The NRA and bumpstocks
Jacob Sullum points out that the NRA is playing a dangerous game on this bumpstock business:
The NRA opposes a legislative ban on bump stocks but wants the Bureau of Alcohol, Tobacco, Firearms, and Explosives (ATF) to reconsider the question of whether they are legal. The administrative approach favored by the NRA invites unelected bureaucrats to rewrite a statute for political purposes, undermining the rule of law and the separation of powers.
*snip*
The NRA has tried to divert that response by urging the ATF to “immediately review whether these devices comply with federal law.” On Face the Nation last week, NRA Executive Vice President Wayne LaPierre noted that “it’s illegal to convert a semiautomatic to a fully automatic,” adding, “We think ATF ought to do its job, look at this, and draw a bright line.”
As a wookie-suiter myself, I agree with his point. However, I think NRA’s motivation is more political. And brilliant. They throw the blame at the Obama administration. Take the popular view on bumpstocks. And get in a jab at ATF. And it panders to the Trump base.
The conspiratorial side of me can’t rule out they took this position because they don’t want to put it to a congressional that vote they’d later have to grade.
October 18th, 2017 at 6:16 pm
That, and the NRA knows that the ATF doesn’t have the statutory authority to ban bump stocks because a machinegun is a weapon or device that allows a firearm to fire more than one shot per function of the trigger. Since this device simply allows a shooter to operate the trigger quickly, there is no authority to declare a bump stock as a machine gun, and any rule that did so would probably not survive a court challenge.
Even if such a rule WERE successful, what would happen to the thousands of bump stocks already out there? They cannot be registered because of 922(o), so the ATF would have to buy them, or else run afoul of the takings clause of the Fifth Amendment.
The ATF, being a bureaucratic swamp, would take months to come to this conclusion, and by that time the news cycle and Congress will have moved on to other things.
They are counting on bureaucratic inertia. I think it’s a safe bet.
October 18th, 2017 at 6:31 pm
“The bureau should revisit the issue and “immediately review whether these devices comply with federal law,” the N.R.A. said in a statement released Thursday. “The N.R.A. believes that devices designed to allow semiautomatic rifles to function like fully-automatic rifles should be subject to additional regulations.”
They believe. Well hallelujah and praise progressivism.
What’s the difference again between the NRA’s BELIEF and the leftists belief? I think they share much in common. fact-less, full of fear, feelings based regulation is not Rule of Law.
October 18th, 2017 at 7:19 pm
Entering into any such discussion presupposes that government has the authority, which it doesn’t, and it presupposes that making something illegal takes it out of the hands of law breakers, which it doesn’t.

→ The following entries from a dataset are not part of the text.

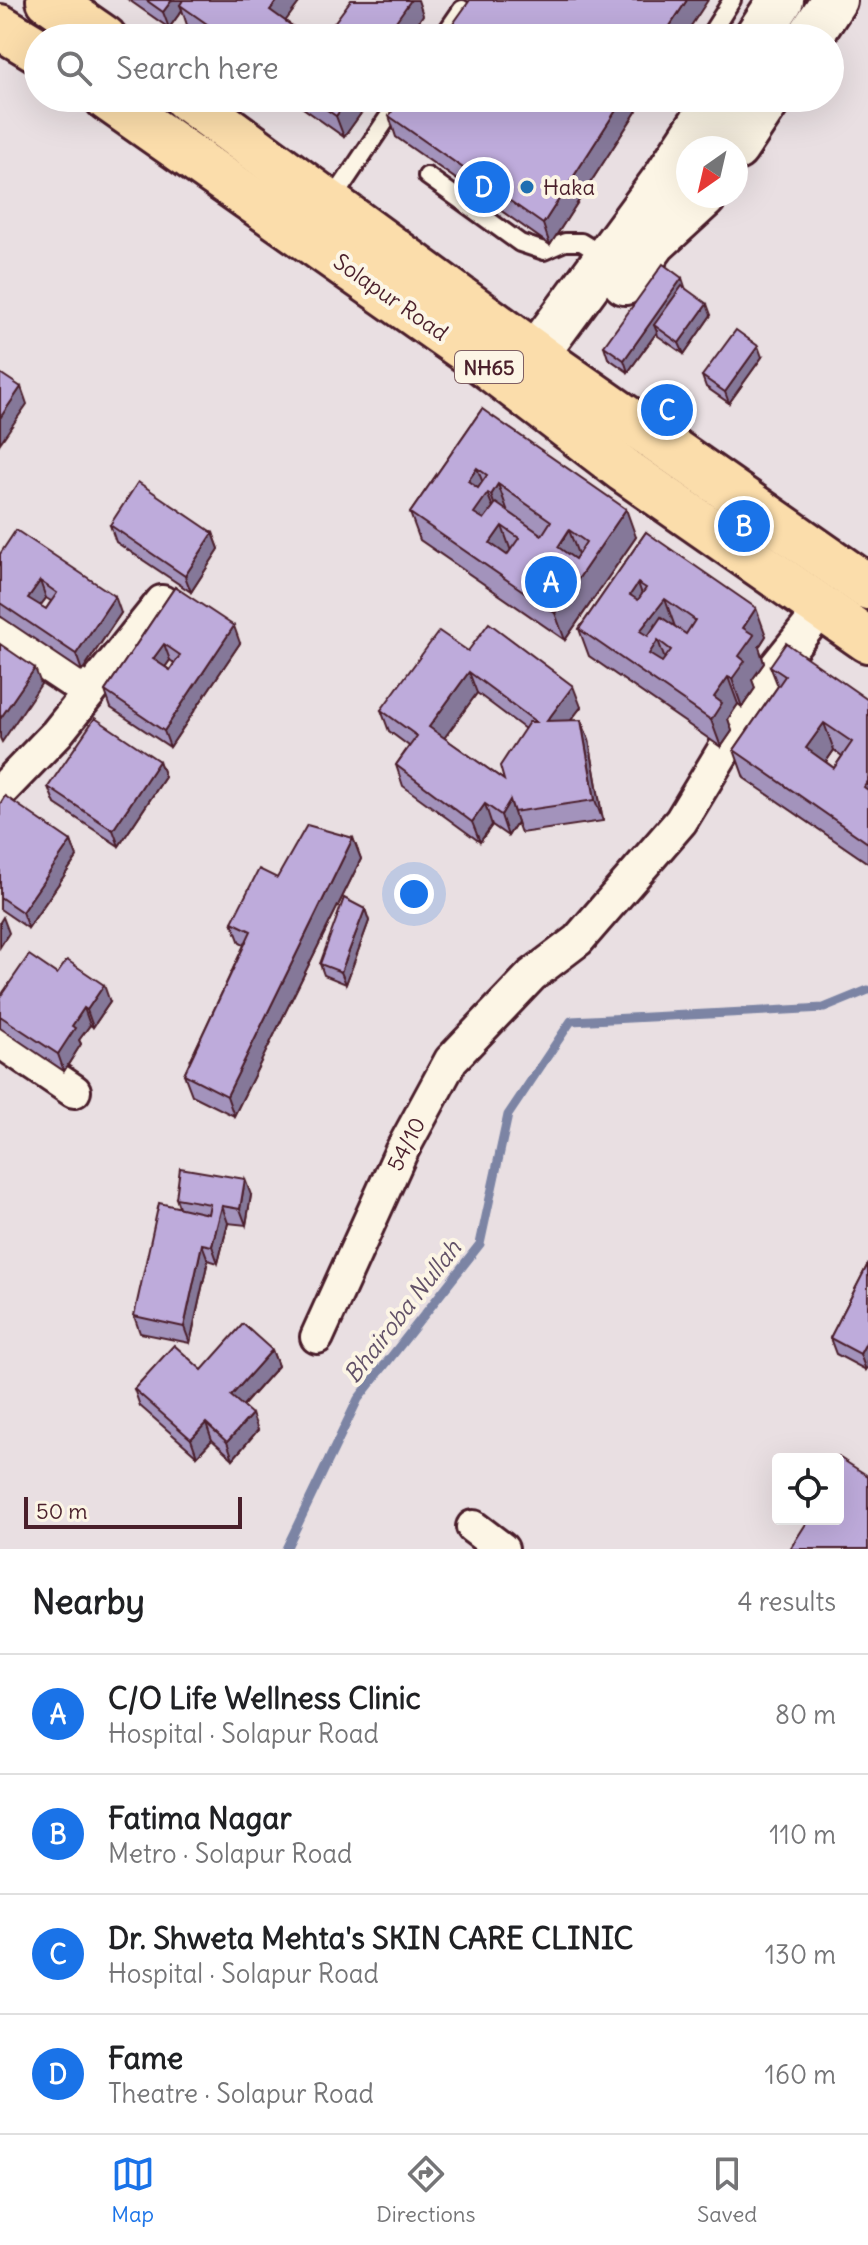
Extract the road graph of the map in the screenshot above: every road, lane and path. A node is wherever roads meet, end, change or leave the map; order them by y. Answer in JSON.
{"nodes":[{"id":1,"x":732,"y":0,"type":"edge"},
{"id":2,"x":780,"y":1,"type":"edge"},
{"id":3,"x":462,"y":9,"type":"edge"},
{"id":4,"x":820,"y":22,"type":"edge"},
{"id":5,"x":452,"y":24,"type":"edge"},
{"id":6,"x":717,"y":24,"type":"edge"},
{"id":7,"x":765,"y":24,"type":"edge"},
{"id":8,"x":0,"y":27,"type":"edge"},
{"id":9,"x":24,"y":42,"type":"edge"},
{"id":10,"x":127,"y":112,"type":"edge"},
{"id":11,"x":205,"y":112,"type":"edge"},
{"id":12,"x":392,"y":112,"type":"edge"},
{"id":13,"x":709,"y":112,"type":"edge"},
{"id":14,"x":760,"y":112,"type":"edge"},
{"id":15,"x":744,"y":136,"type":"edge"},
{"id":16,"x":427,"y":176,"type":"dead end"},
{"id":17,"x":330,"y":203,"type":"junction"},
{"id":18,"x":691,"y":208,"type":"edge"},
{"id":19,"x":607,"y":257,"type":"junction"},
{"id":20,"x":547,"y":362,"type":"junction"},
{"id":21,"x":868,"y":587,"type":"edge"},
{"id":22,"x":162,"y":602,"type":"edge"},
{"id":23,"x":823,"y":608,"type":"junction"},
{"id":24,"x":0,"y":634,"type":"edge"},
{"id":25,"x":868,"y":640,"type":"edge"},
{"id":26,"x":89,"y":693,"type":"junction"},
{"id":27,"x":6,"y":774,"type":"edge"},
{"id":28,"x":0,"y":1041,"type":"edge"},
{"id":29,"x":74,"y":1091,"type":"dead end"},
{"id":30,"x":317,"y":1337,"type":"dead end"},
{"id":31,"x":473,"y":1527,"type":"dead end"},
{"id":32,"x":502,"y":1549,"type":"edge"}],
"edges":[{"from":1,"to":6,"type":"lane"},
{"from":2,"to":4,"type":"main road"},
{"from":2,"to":7,"type":"main road"},
{"from":3,"to":5,"type":"lane"},
{"from":8,"to":9,"type":"highway"},
{"from":10,"to":23,"type":"highway","name":"Solapur Road","number":"NH65"},
{"from":11,"to":17,"type":"highway","name":"Solapur Road","number":"NH65"},
{"from":12,"to":17,"type":"lane"},
{"from":13,"to":19,"type":"main road"},
{"from":14,"to":15,"type":"main road"},
{"from":16,"to":19,"type":"lane"},
{"from":17,"to":20,"type":"highway","name":"Solapur Road","number":"NH65"},
{"from":18,"to":20,"type":"main road"},
{"from":19,"to":20,"type":"main road"},
{"from":20,"to":21,"type":"highway","name":"Solapur Road","number":"NH65"},
{"from":22,"to":26,"type":"street"},
{"from":23,"to":25,"type":"highway","name":"Solapur Road","number":"NH65"},
{"from":23,"to":30,"type":"street","name":"54/10"},
{"from":24,"to":26,"type":"street"},
{"from":26,"to":27,"type":"street"},
{"from":28,"to":29,"type":"street"},
{"from":31,"to":32,"type":"street"}]}
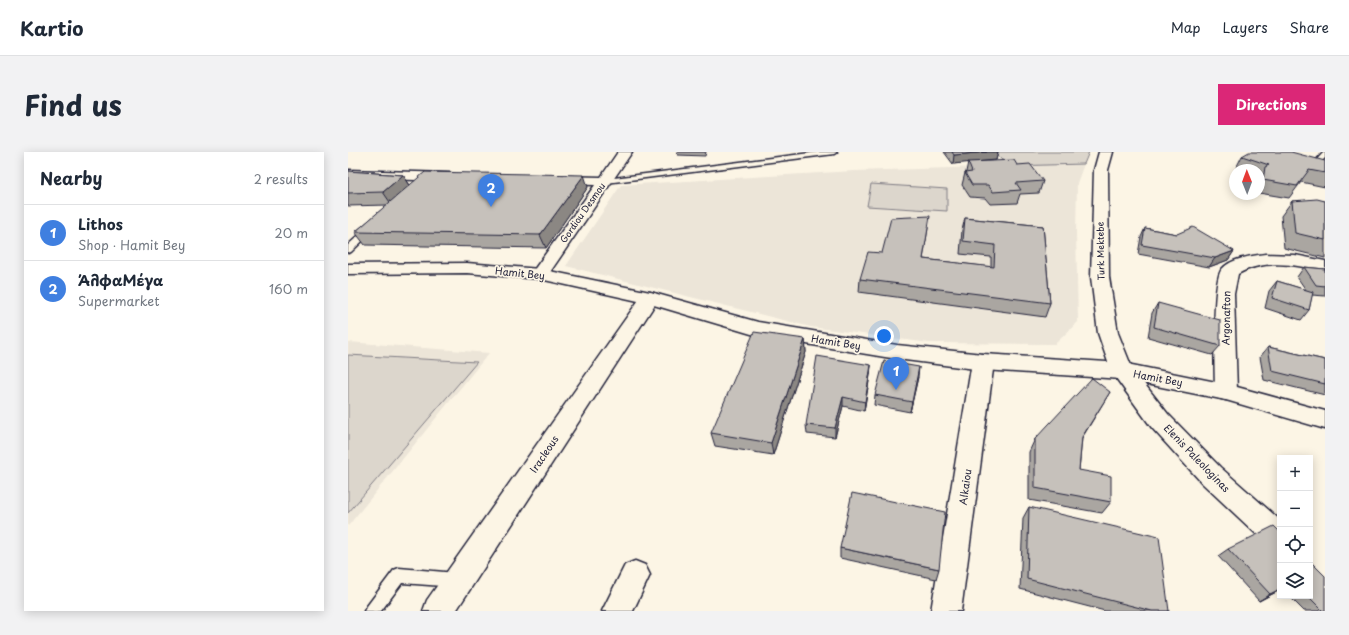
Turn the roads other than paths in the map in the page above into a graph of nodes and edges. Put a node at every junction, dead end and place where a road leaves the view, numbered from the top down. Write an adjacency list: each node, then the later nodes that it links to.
1 (626, 152): 11 (street, Gordiou Desmou)
2 (834, 152): 11 (lane)
3 (1106, 152): 19 (street, Turk Mektebe)
4 (1325, 154): 6 (lane)
5 (1297, 164): 6 (street)
6 (1311, 169): 7 (street)
7 (1325, 173)
8 (348, 174): 9 (street)
9 (466, 178)
10 (543, 180): 11 (street)
11 (606, 181): 16 (street, Gordiou Desmou)
12 (377, 224): 13 (lane)
13 (348, 250)
14 (1325, 266): 20 (street, Argonafton)
15 (348, 269): 16 (street, Hamit Bey)
16 (540, 274): 17 (street, Hamit Bey)
17 (650, 298): 18 (street, Hamit Bey); 24 (street, Iracleous)
18 (983, 362): 19 (street, Hamit Bey); 28 (street, Alkaiou)
19 (1122, 371): 20 (street, Hamit Bey); 22 (street, Elenis Paleologinas)
20 (1226, 392): 21 (street, Hamit Bey)
21 (1325, 420)
22 (1277, 535)
23 (635, 575): 27 (street)
24 (458, 581): 25 (lane); 26 (street, Iracleous)
25 (372, 611)
26 (438, 611)
27 (617, 611)
28 (946, 611)

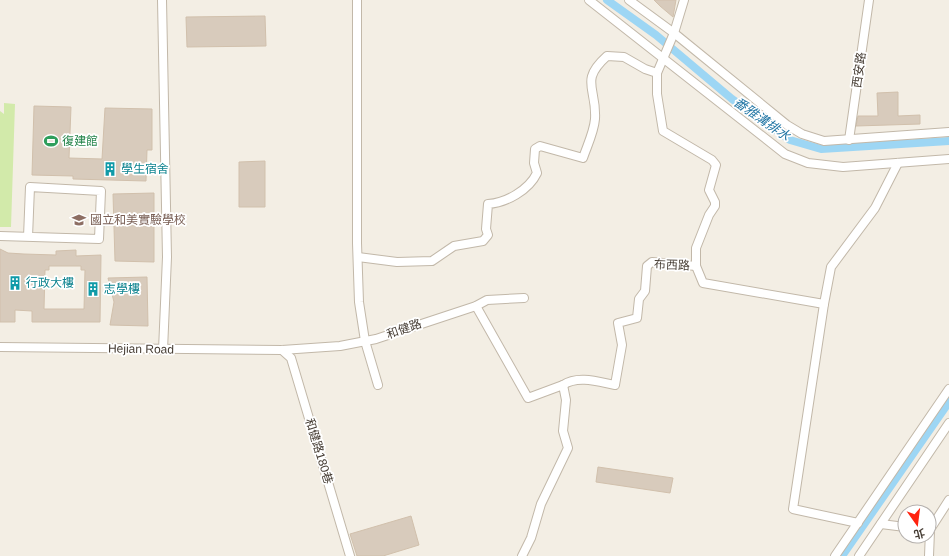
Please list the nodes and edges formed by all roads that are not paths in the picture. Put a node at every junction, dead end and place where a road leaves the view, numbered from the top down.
1 (162, 0) edge
2 (357, 0) edge
3 (588, 0) edge
4 (629, 0) edge
5 (684, 0) edge
6 (869, 0) edge
7 (673, 36) junction
8 (663, 57) junction
9 (657, 73) junction
10 (949, 132) edge
11 (849, 135) junction
12 (949, 159) edge
13 (898, 163) junction
14 (0, 236) edge
15 (28, 237) junction
16 (358, 257) junction
17 (696, 266) junction
18 (524, 298) dead end
19 (824, 304) junction
20 (476, 306) junction
21 (365, 341) junction
22 (0, 347) edge
23 (163, 350) junction
24 (282, 350) junction
25 (378, 385) dead end
26 (563, 385) junction
27 (949, 389) edge
28 (949, 423) edge
29 (949, 500) edge
30 (937, 520) edge
31 (858, 524) junction
32 (881, 524) junction
33 (897, 526) edge
34 (929, 544) edge
35 (350, 556) edge
36 (522, 556) edge
37 (835, 556) edge
38 (859, 556) edge
39 (928, 556) edge

1 - 23 street
2 - 16 street
3 - 8 street
4 - 7 street
5 - 7 street
6 - 11 street, 西安路
7 - 8 street
7 - 11 street
8 - 9 street
8 - 13 street
9 - 16 street
9 - 17 street, 布西路
10 - 11 street
12 - 13 street
13 - 19 street
14 - 15 street
15 - 15 street
16 - 21 street
17 - 19 street, 布西路
17 - 26 street, 布西路
18 - 20 street, 和健路
19 - 31 street
20 - 21 street, 和健路
20 - 26 street, 布西路
21 - 24 street, 和健路
21 - 25 street
22 - 23 street, Hejian Road
23 - 24 street, Hejian Road
24 - 35 street, 和健路180巷
26 - 36 street
27 - 31 street
28 - 32 street
29 - 30 street
31 - 37 street
32 - 33 street
32 - 38 street
34 - 39 street

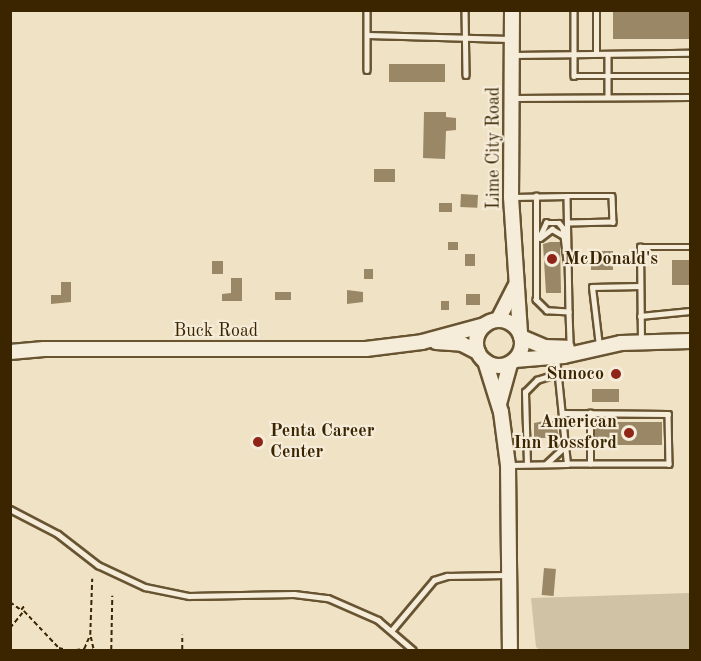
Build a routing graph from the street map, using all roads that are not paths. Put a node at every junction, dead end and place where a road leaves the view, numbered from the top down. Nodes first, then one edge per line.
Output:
1 (367, 10) edge
2 (465, 10) edge
3 (512, 10) edge
4 (574, 10) edge
5 (596, 10) edge
6 (368, 35) junction
7 (466, 36) junction
8 (512, 39) junction
9 (690, 52) edge
10 (573, 54) junction
11 (596, 54) junction
12 (608, 54) junction
13 (512, 55) junction
14 (367, 70) dead end
15 (466, 75) dead end
16 (608, 76) junction
17 (690, 76) edge
18 (608, 97) junction
19 (690, 97) edge
20 (512, 98) junction
21 (536, 196) junction
22 (567, 196) junction
23 (511, 197) junction
24 (568, 223) junction
25 (690, 247) edge
26 (568, 264) junction
27 (514, 286) junction
28 (640, 286) junction
29 (536, 293) junction
30 (690, 311) edge
31 (569, 312) junction
32 (640, 316) junction
33 (491, 322) junction
34 (521, 336) junction
35 (690, 340) edge
36 (422, 342) junction
37 (641, 342) junction
38 (570, 347) junction
39 (597, 347) junction
40 (10, 352) edge
41 (481, 357) junction
42 (556, 357) junction
43 (512, 362) junction
44 (558, 373) junction
45 (499, 404) junction
46 (563, 413) junction
47 (590, 413) junction
48 (565, 446) junction
49 (527, 464) junction
50 (546, 464) junction
51 (567, 464) junction
52 (590, 464) junction
53 (508, 465) junction
54 (10, 508) edge
55 (510, 576) junction
56 (392, 630) junction
57 (413, 651) edge
58 (510, 651) edge

1 - 6 lane
2 - 7 lane
3 - 8 street, Lime City Road
4 - 10 lane
5 - 11 lane
6 - 7 lane
6 - 14 lane
7 - 8 lane
7 - 15 lane
8 - 13 street, Lime City Road
9 - 12 lane
10 - 11 lane
10 - 13 lane
10 - 16 lane
11 - 12 lane
12 - 16 lane
13 - 20 street, Lime City Road
16 - 17 lane
16 - 18 lane
18 - 19 lane
18 - 20 lane
20 - 23 street, Lime City Road
21 - 22 lane
21 - 23 lane
21 - 29 lane
22 - 24 lane
22 - 24 lane
23 - 27 street, Lime City Road
24 - 26 lane
25 - 28 lane
26 - 29 lane
26 - 31 lane
27 - 33 street, Lime City Road
27 - 34 street, Lime City Road
28 - 32 lane
28 - 39 lane
29 - 31 lane
30 - 32 lane
31 - 38 lane
32 - 37 lane
33 - 34 street
33 - 36 street, Buck Road
33 - 41 street
34 - 38 street
34 - 43 street
35 - 37 street
36 - 40 street, Buck Road
36 - 41 street, Buck Road
37 - 39 street
38 - 39 street
39 - 42 street
41 - 43 street
41 - 45 street
42 - 43 street
42 - 44 lane
43 - 45 street
44 - 46 lane
44 - 49 lane
45 - 53 street
46 - 47 lane
46 - 48 lane
47 - 52 lane
47 - 52 lane
48 - 50 lane
48 - 51 lane
49 - 50 lane
49 - 53 lane
50 - 51 lane
51 - 52 lane
53 - 55 street
54 - 56 lane
55 - 56 lane
55 - 58 street
56 - 57 lane

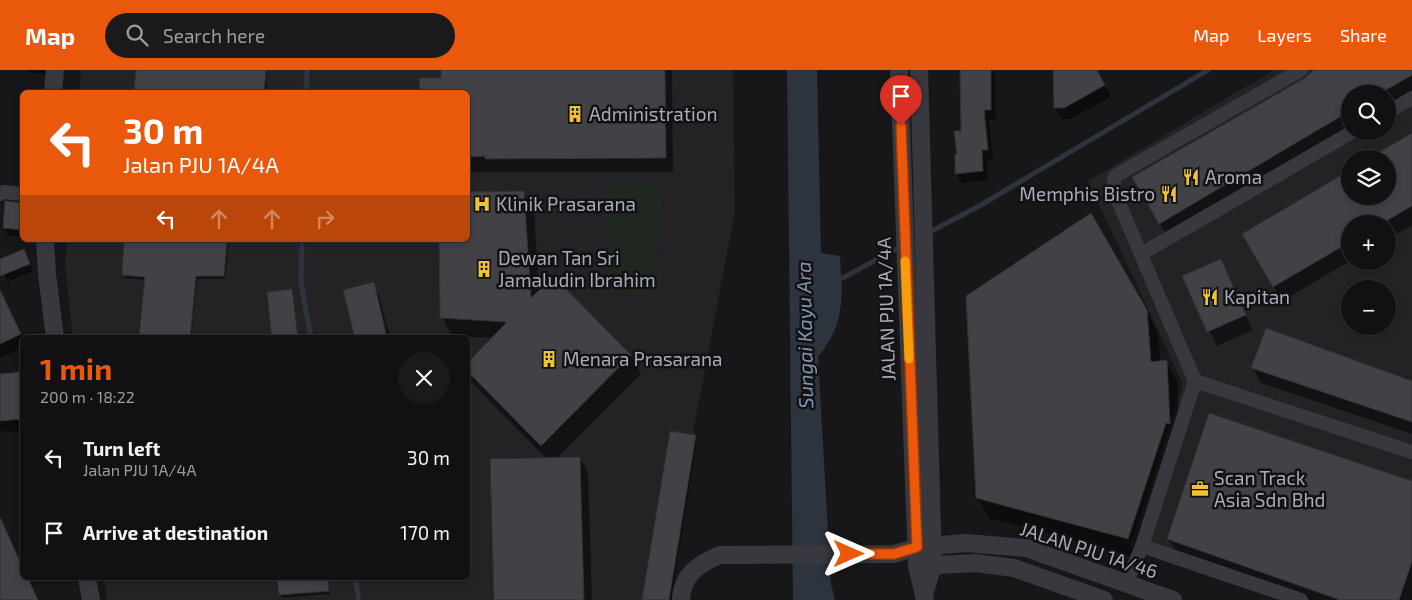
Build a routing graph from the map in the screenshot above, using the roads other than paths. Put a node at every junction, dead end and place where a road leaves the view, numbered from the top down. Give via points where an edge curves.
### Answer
1 (55, 70) edge
2 (899, 70) edge
3 (919, 70) edge
4 (1301, 70) edge
5 (53, 90) edge
6 (1412, 98) edge
7 (1396, 107) edge
8 (1341, 139) edge
9 (0, 194) edge
10 (20, 194) edge
11 (45, 242) edge
12 (1141, 254) junction
13 (55, 335) edge
14 (1196, 381) junction
15 (1412, 452) edge
16 (931, 519) junction
17 (960, 544) junction
18 (924, 546) junction
19 (1142, 546) junction
20 (890, 554) junction
21 (925, 566) junction
22 (87, 580) edge
23 (1126, 584) junction
24 (925, 596) edge
25 (91, 600) edge
26 (681, 600) edge
27 (1104, 600) edge
28 (1173, 600) edge
29 (1301, 600) edge

1 - 5 street
2 - 18 street, JALAN PJU 1A/4A via 905,260
3 - 16 street, JALAN PJU 1A/4A
4 - 12 street via 1115,176 1113,189
6 - 7 street
8 - 12 street
9 - 10 street
11 - 13 street
12 - 14 street
14 - 15 street
14 - 19 street
16 - 17 street
16 - 18 street, JALAN PJU 1A/4A
17 - 18 street, JALAN PJU 1A/46
17 - 23 street, JALAN PJU 1A/46 via 1026,548
18 - 20 street, JALAN PJU 1A/46
18 - 21 street
19 - 23 street
19 - 29 street
20 - 21 street
20 - 26 street via 720,556 706,561 688,574
21 - 24 street
21 - 27 street via 975,563 1014,568
22 - 25 street
23 - 28 street, JALAN PJU 1A/46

Ant such restrictions, if they have any effect at all, end up giving criminals a monopoly on the restricted product. I further submit that such is their intended purpose. They have the additional effect of granting a tacit, or de facto, authority to impose such restrictions, which they never had in the first place, which also part of the intended purpose.
Once we get that much straight, then the rest is easy; don’t bandy words with the insane. Let them freak out and fuck off, and stop trying to undermine constitutionally protected rights.
None of this has anything to do with bumpfire stocks or other technical details or products.
The proper response then is; “Stop it. We’re not playing your game.”
If NRA is being brilliant, they’re trying too hard and forgetting the basics in the process. Eventually it becomes all about process, and then truth and meaning (which get in the way of process) are left out entirely.
October 18th, 2017 at 11:18 pm
How disgusting. How about the NRA stop pandering to the leftists and stop selling us out inch by inch. My membership pays for strong pro-gun representation, not pathetic weakness and bending over after a tragedy.
October 19th, 2017 at 2:36 am
Uncle can see the game for what it is.
October 19th, 2017 at 10:02 am
Playin’ ’em like the fiddle-farts they are.
October 19th, 2017 at 4:39 pm
Stop playing games altogether– Gaming is the way of the Dark Side.
October 19th, 2017 at 6:10 pm
I could see expanding the section of NFA to “allow” ATF to “regulate” bumpfire stocks IF the same law had the whole SHARE Act AND nationwide concealed carry in it.